Maka itu Djoko Yuwono mendesak agar pemanfaatan potensi kebahasaan di Papua sebagai bagian dari  bahasa lokal/daerah harus mendapat perhatian yang ekstra besar dalam rangka merawat dan menegakkan kesatuan Indonesia. Pemaksimalan potensi bahasa dapat dapat menjadikan bahasa-bahasa lokal/daerah untuk memperteguh aneka suka bangsa Indonesia yang sejatinya Bhineka Tunggal Ika itu. Meski berbeda-beda, hakikinya sama.

Yuwono agaknya sangat gusar dengan adanya gerakan untuk memisahkan bahasa-bahasa lokal/daerah di Papua dalam pengelompokkan di luar rumpun Austronesia. Padahal, beberapa penelitian sebelumnya, semua bahasa yang terdapat di Indonesia masuk rumpun Austronesia. Termasuk di Papua.

Salah satu biang keladinya, menurut Yuwono, berdasarkan penelitian yang dilansir oleh Summer Institute of Linguistic (SIL) berdasarkan buku bertajuk Bahasa-Bahasa di Indonesia, pada 2006. Adanya pandangan dan hasil penelitian seperti ini, menurut Yuwono merupakan titik kriusial dalam upaya integrasi bangsa.

Apalagi dengan semakin kuatnya gerakan eksternal dari berbagai kalangan pro separatisme seperti OPM (Organisasi Papua Merdeka) atau RMS di Maluku (Rakyat Maluku Selatan). Yang mana riak-riaknya masih terasa dalam denyut nadi kehidupan bangsa Indonesia.

Strategi SIL melakukan pengelompokkan ulang bahasa-bahasa di Indonesia, agaknya berkaitan dengan pergantian nama Irian menjadi Papua. Nama Irian merupakan pemberian Bung Karno, Presiden RI pertama, ketika wilayah itu kembali ke pangkuan Ibu Pertiwi.

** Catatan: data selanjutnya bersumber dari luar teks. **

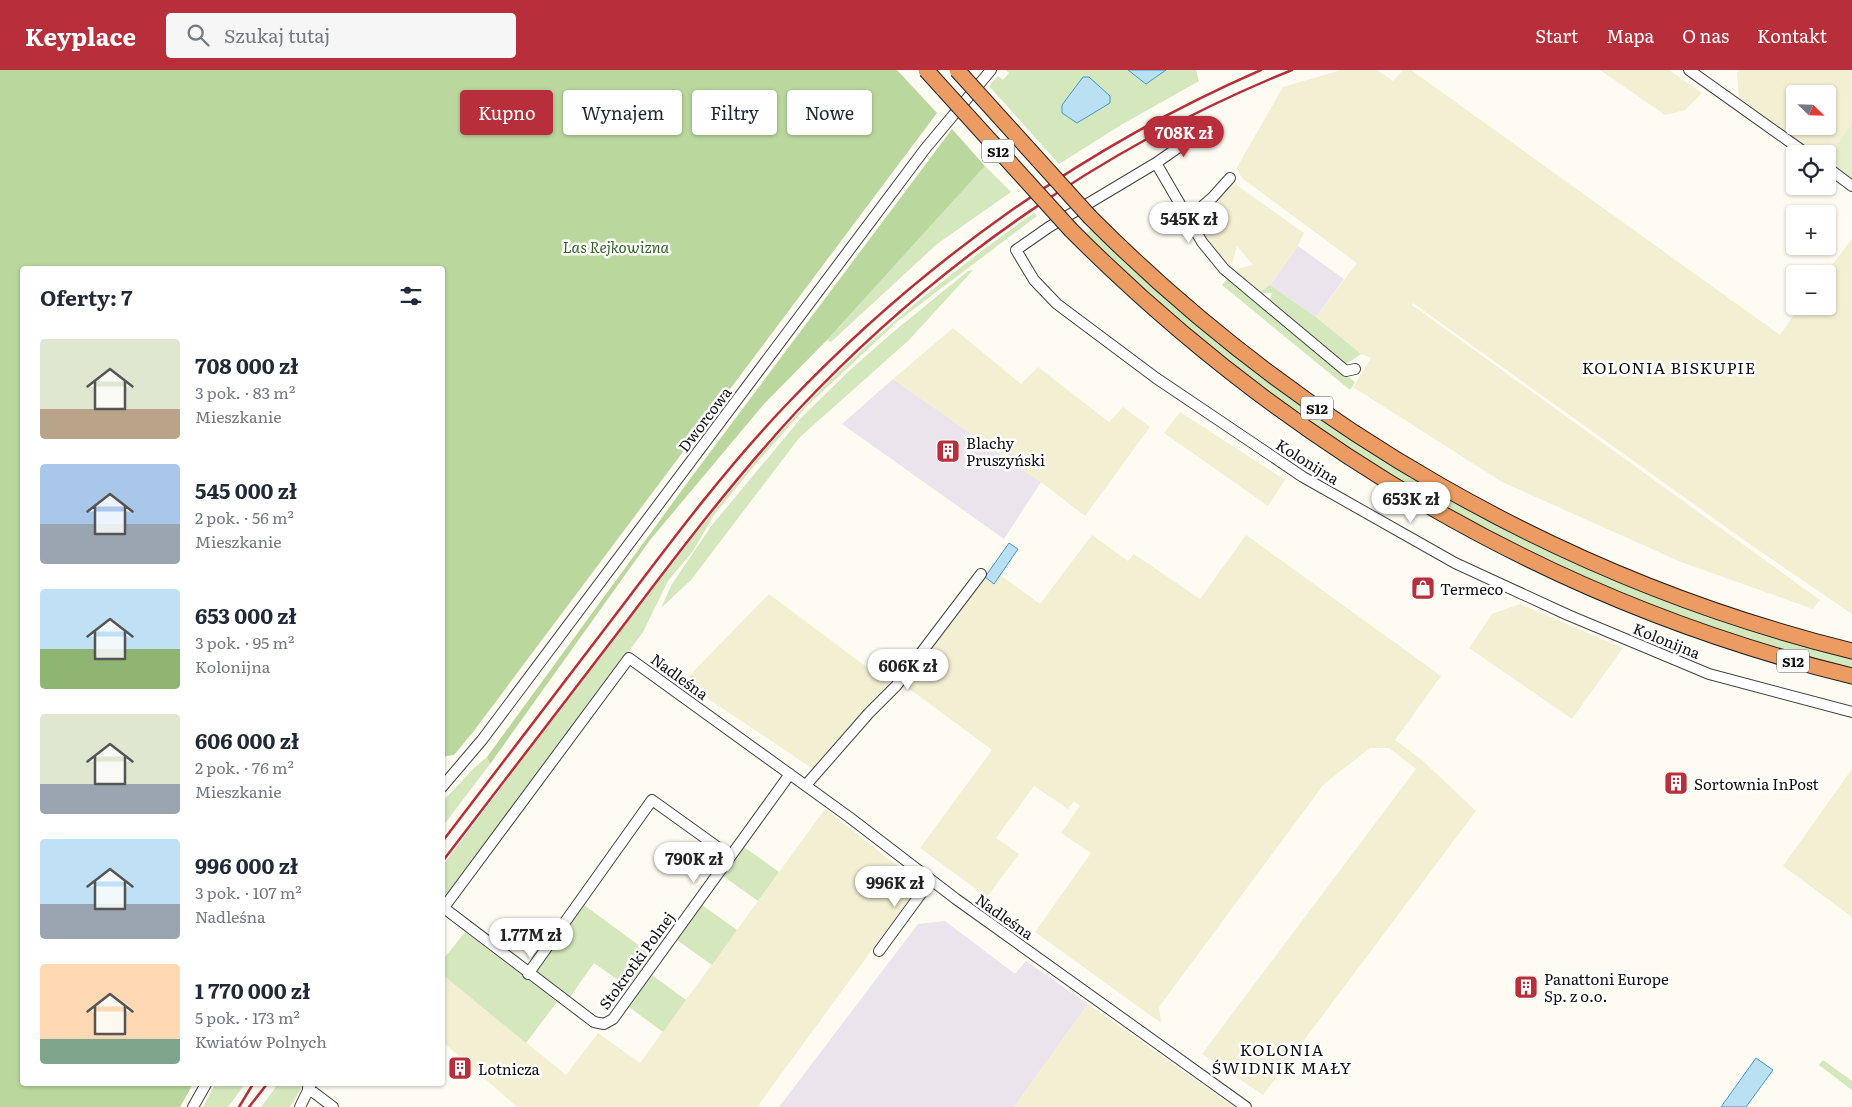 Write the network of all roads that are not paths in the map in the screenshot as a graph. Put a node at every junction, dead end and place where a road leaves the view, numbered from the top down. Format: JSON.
{"nodes":[{"id":1,"x":926,"y":70,"type":"edge"},
{"id":2,"x":957,"y":70,"type":"edge"},
{"id":3,"x":991,"y":70,"type":"edge"},
{"id":4,"x":1689,"y":70,"type":"edge"},
{"id":5,"x":1189,"y":131,"type":"dead end"},
{"id":6,"x":1794,"y":145,"type":"edge"},
{"id":7,"x":1156,"y":163,"type":"junction"},
{"id":8,"x":1836,"y":174,"type":"edge"},
{"id":9,"x":1230,"y":178,"type":"dead end"},
{"id":10,"x":1852,"y":186,"type":"edge"},
{"id":11,"x":1188,"y":218,"type":"junction"},
{"id":12,"x":1355,"y":369,"type":"dead end"},
{"id":13,"x":981,"y":574,"type":"dead end"},
{"id":14,"x":1852,"y":651,"type":"edge"},
{"id":15,"x":1852,"y":676,"type":"edge"},
{"id":16,"x":1852,"y":712,"type":"edge"},
{"id":17,"x":790,"y":774,"type":"junction"},
{"id":18,"x":445,"y":783,"type":"edge"},
{"id":19,"x":806,"y":786,"type":"junction"},
{"id":20,"x":730,"y":856,"type":"junction"},
{"id":21,"x":931,"y":880,"type":"junction"},
{"id":22,"x":445,"y":906,"type":"edge"},
{"id":23,"x":445,"y":911,"type":"edge"},
{"id":24,"x":879,"y":951,"type":"dead end"},
{"id":25,"x":528,"y":974,"type":"junction"},
{"id":26,"x":205,"y":1086,"type":"edge"},
{"id":27,"x":309,"y":1086,"type":"edge"},
{"id":28,"x":193,"y":1107,"type":"edge"},
{"id":29,"x":294,"y":1107,"type":"edge"},
{"id":30,"x":300,"y":1107,"type":"edge"},
{"id":31,"x":333,"y":1107,"type":"edge"},
{"id":32,"x":1246,"y":1107,"type":"edge"}],
"edges":[{"from":1,"to":15,"type":"highway","number":"S12","bridge":true},
{"from":2,"to":14,"type":"highway","number":"S12","bridge":true},
{"from":3,"to":18,"type":"street","name":"Dworcowa"},
{"from":4,"to":6,"type":"street"},
{"from":5,"to":7,"type":"street"},
{"from":7,"to":11,"type":"street"},
{"from":7,"to":16,"type":"street","name":"Kolonijna"},
{"from":8,"to":10,"type":"street"},
{"from":9,"to":11,"type":"street"},
{"from":11,"to":12,"type":"street"},
{"from":13,"to":19,"type":"street"},
{"from":17,"to":19,"type":"street","name":"Nadleśna"},
{"from":17,"to":20,"type":"street","name":"Stokrotki Polnej"},
{"from":17,"to":22,"type":"street","name":"Nadleśna"},
{"from":19,"to":21,"type":"street","name":"Nadleśna"},
{"from":20,"to":25,"type":"street","name":"Stokrotki Polnej"},
{"from":20,"to":25,"type":"street"},
{"from":21,"to":24,"type":"street"},
{"from":21,"to":32,"type":"street","name":"Nadleśna"},
{"from":23,"to":25,"type":"street","name":"Stokrotki Polnej"},
{"from":26,"to":28,"type":"street"},
{"from":27,"to":29,"type":"street"},
{"from":27,"to":30,"type":"street"},
{"from":27,"to":31,"type":"street"}]}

Di mata Bung Karno, nama Irian memiliki nilai strategi geolinguistik untuk memutus mata-rantai keterkaitan seraya memupuk perasaan bersatu secara emosional kultural antara penduduk yang Irian Barat dan komunitas di bagian Timur Indonesia (Papua Nugini) serta penduduk di negara Kepulauan Indonesia.

Kalau begitu, apakah ini merupakan gerakan untuk menciptakan disintegrasi bangsa? Djoko Yuwono sependapat. Dengan mengutip pernyataan Kepala Bidang Strategi Kebahasaan pada Pusat Pengembangan Strategi dan Diplomasi Kebahasaan (PPSDK), nampaknya strategi pengelompokkan ulang bahasa-bahasa di Indonesia telah memberi angin bagi kaum separatis di Papua. Sehingga terbentuk sebuah cara pandang baru bahwa bahasa yang digunakan suku bangsa ras Melanesia di wilayah Indonesia Timur tidak termasuk rumpun bahasa Austronesia.

Berarti, ini merupakan bagian dari Pola Perang Asimetris dalam rangka pelemahan internal NKRI dan kedaulatan nasional, melalui pelumpuhan sarana sosial-budaya.

Benang merah dari hasil diskusi keempat narasumber maupun peserta bisa dirumuskan: Masalah krusial Papua juga gambaran dan pancaran nyata di daerah-daerah lain Indonesia. Hulu penyebab adalah sistem politik yang koruptif di semua tingkatan. Produk-produk hukum dan perundang-undangan telah dibelokkan dari pro rakyat menjadi pro korporasi global dan kepentingan swasta lokal. Sehingga dalam kasus Papua, meskipun wilayahnya kaya dan seluas setengahnya Eropa, namun rakyat Papua tetap miskin papa. Makna lain, Papua sesungguhnya tidak berdaulat di rumahnya sendiri.